Input data:
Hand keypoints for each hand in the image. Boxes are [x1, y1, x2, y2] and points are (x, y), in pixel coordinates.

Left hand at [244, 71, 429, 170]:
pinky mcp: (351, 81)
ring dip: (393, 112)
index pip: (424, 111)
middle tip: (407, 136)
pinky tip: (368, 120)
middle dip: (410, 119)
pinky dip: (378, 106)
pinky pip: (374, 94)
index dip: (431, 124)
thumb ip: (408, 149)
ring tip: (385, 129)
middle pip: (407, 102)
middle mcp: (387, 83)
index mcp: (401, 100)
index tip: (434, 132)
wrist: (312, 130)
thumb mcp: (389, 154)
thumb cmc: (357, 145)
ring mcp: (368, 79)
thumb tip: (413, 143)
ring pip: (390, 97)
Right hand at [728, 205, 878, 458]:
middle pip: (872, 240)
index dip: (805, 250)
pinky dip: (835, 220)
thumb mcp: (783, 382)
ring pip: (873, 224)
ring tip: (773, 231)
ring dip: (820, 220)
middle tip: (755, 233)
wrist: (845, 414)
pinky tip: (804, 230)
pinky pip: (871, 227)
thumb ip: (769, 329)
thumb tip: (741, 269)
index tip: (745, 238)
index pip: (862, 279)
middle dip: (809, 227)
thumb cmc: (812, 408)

Task statement: Repeat the listing in full, keeping every line exactly as it is.

Exercise response:
Hand keypoints for each hand in the image. Boxes are [x1, y1, x2, y2] and points are (x, y), in pixel coordinates.

Left hand at [244, 71, 429, 170]:
pinky mcp: (351, 81)
ring dip: (393, 112)
index pip: (424, 111)
middle tip: (407, 136)
pinky tip: (368, 120)
middle dip: (410, 119)
pinky dip: (378, 106)
pinky pip: (374, 94)
index dip: (431, 124)
thumb ip: (408, 149)
ring tip: (385, 129)
middle pip: (407, 102)
middle mcp: (387, 83)
index mcp: (401, 100)
index tip: (434, 132)
wrist: (312, 130)
thumb mcp: (389, 154)
thumb cmc: (357, 145)
ring mcp: (368, 79)
thumb tip: (413, 143)
ring pip: (390, 97)
Right hand at [728, 205, 878, 458]:
middle pip: (872, 240)
index dip: (805, 250)
pinky dip: (835, 220)
thumb mcp: (783, 382)
ring pip: (873, 224)
ring tip: (773, 231)
ring dip: (820, 220)
middle tip: (755, 233)
wrist: (845, 414)
pinky tip: (804, 230)
pinky pip: (871, 227)
thumb ip: (769, 329)
thumb tip: (741, 269)
index tip: (745, 238)
index pip: (862, 279)
middle dip: (809, 227)
thumb cmc: (812, 408)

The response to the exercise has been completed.